What needs to be done =>
How do the lines below between the ones holding "index dip: (595, 440)" and "pinky tip: (599, 483)", inclusive, read? Give them again exactly, with no other lines.

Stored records
▼

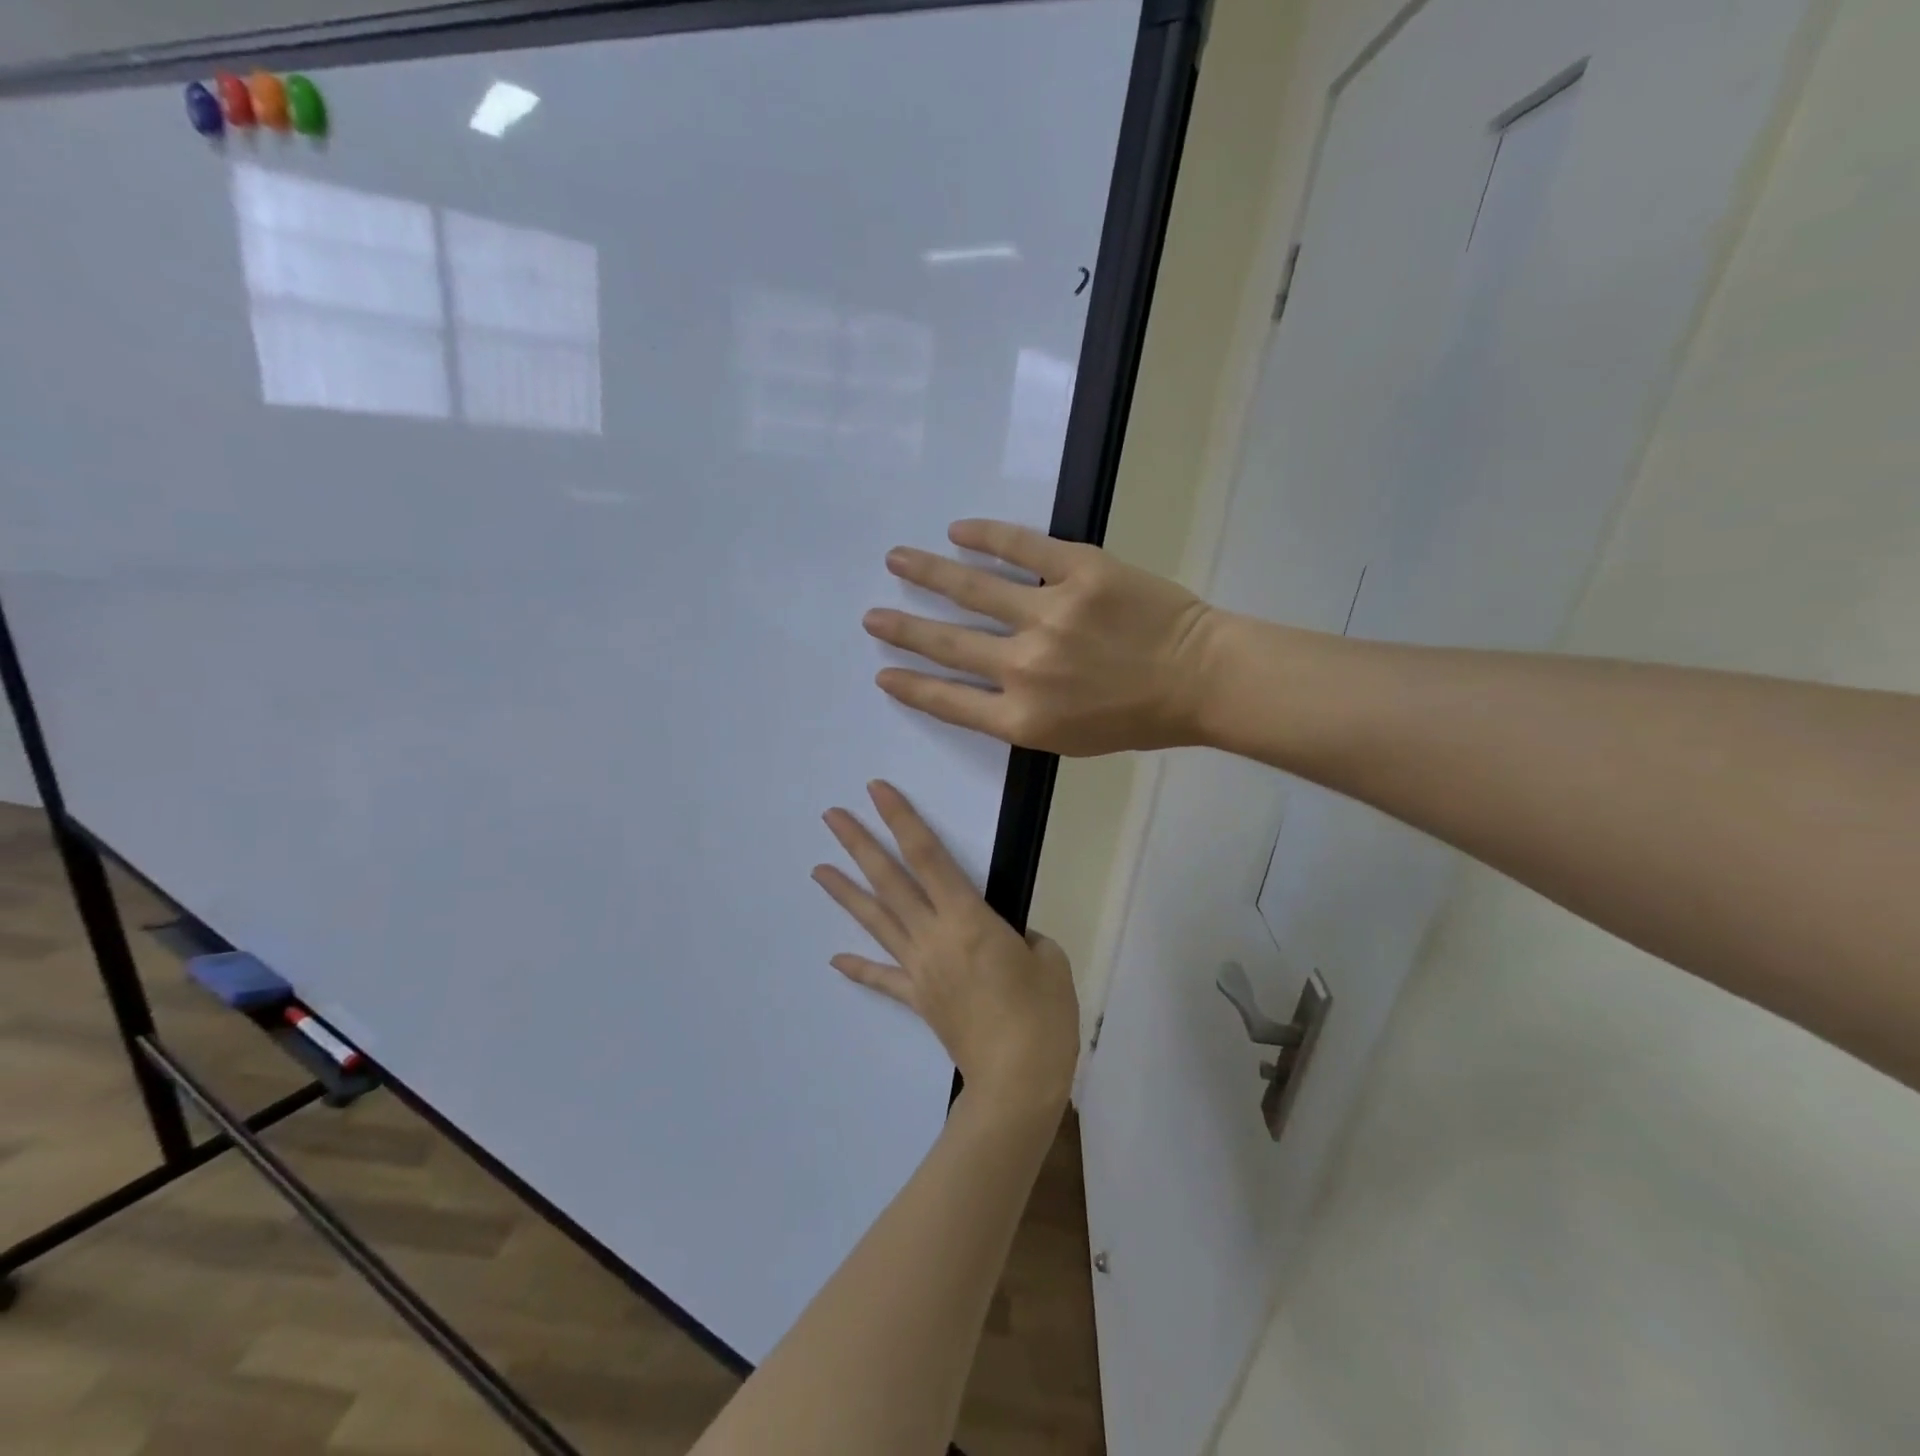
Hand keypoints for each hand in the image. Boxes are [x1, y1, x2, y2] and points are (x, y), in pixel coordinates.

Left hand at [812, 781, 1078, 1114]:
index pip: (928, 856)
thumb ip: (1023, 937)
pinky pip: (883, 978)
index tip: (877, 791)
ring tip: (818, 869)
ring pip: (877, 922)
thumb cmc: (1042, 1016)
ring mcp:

▲
▼

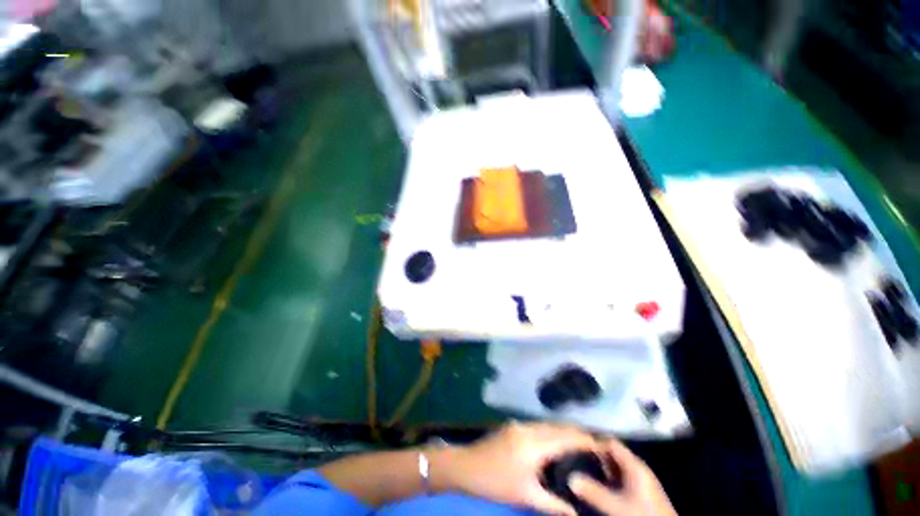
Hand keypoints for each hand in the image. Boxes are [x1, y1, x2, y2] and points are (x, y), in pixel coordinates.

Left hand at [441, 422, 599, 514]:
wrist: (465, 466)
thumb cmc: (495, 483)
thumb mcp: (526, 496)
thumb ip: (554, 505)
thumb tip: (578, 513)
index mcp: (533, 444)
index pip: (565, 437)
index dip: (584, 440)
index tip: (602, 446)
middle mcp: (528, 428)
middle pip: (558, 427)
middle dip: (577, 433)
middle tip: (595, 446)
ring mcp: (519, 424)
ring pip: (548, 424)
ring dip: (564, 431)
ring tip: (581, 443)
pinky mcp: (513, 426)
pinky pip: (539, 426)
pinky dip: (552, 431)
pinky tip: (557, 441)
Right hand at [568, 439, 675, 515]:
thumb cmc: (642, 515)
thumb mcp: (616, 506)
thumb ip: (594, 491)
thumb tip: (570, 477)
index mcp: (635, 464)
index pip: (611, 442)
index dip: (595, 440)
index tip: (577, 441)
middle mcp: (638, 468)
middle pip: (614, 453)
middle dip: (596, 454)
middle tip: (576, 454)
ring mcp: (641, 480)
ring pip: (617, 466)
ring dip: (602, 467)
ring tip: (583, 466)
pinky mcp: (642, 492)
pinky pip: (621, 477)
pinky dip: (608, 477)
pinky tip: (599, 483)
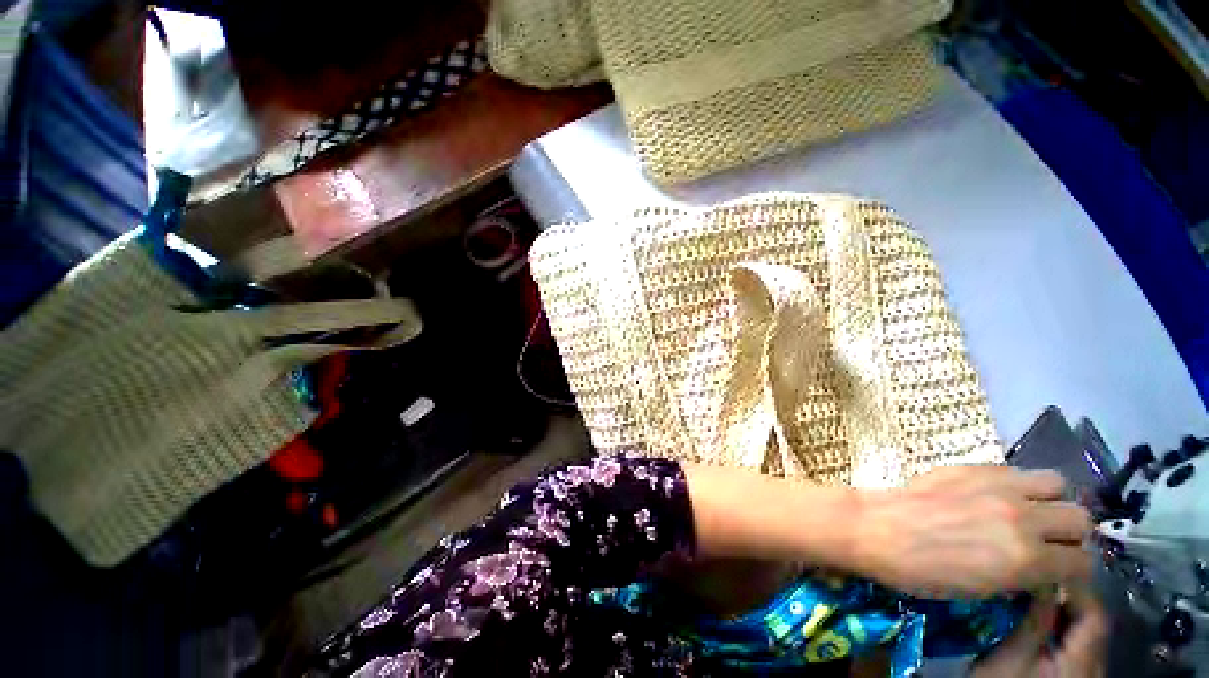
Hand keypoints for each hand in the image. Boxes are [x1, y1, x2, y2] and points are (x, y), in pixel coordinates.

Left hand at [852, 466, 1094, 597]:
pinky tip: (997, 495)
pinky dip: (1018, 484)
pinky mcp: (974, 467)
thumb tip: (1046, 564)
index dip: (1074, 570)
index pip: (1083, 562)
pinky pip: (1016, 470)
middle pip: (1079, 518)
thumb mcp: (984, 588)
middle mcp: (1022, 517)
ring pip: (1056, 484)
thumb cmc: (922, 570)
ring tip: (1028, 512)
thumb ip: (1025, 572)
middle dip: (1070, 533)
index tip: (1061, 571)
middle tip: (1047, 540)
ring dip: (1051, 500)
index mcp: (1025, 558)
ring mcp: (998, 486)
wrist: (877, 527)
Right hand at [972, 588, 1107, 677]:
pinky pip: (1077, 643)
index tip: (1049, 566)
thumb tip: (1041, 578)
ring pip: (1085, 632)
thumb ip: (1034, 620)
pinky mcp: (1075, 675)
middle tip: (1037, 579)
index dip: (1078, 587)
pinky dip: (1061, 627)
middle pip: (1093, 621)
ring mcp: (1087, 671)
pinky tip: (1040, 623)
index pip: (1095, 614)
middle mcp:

▲

Response =>
index dip: (595, 440)
index tip: (577, 441)
middle mcp: (638, 468)
middle pip: (614, 453)
middle dip: (596, 454)
middle tip: (576, 454)
ring mcp: (641, 480)
ring pip: (617, 466)
ring dip: (602, 467)
ring tip: (583, 466)
pinky mcp: (642, 492)
pinky pip: (621, 477)
pinky dip: (608, 477)
pinky tip: (599, 483)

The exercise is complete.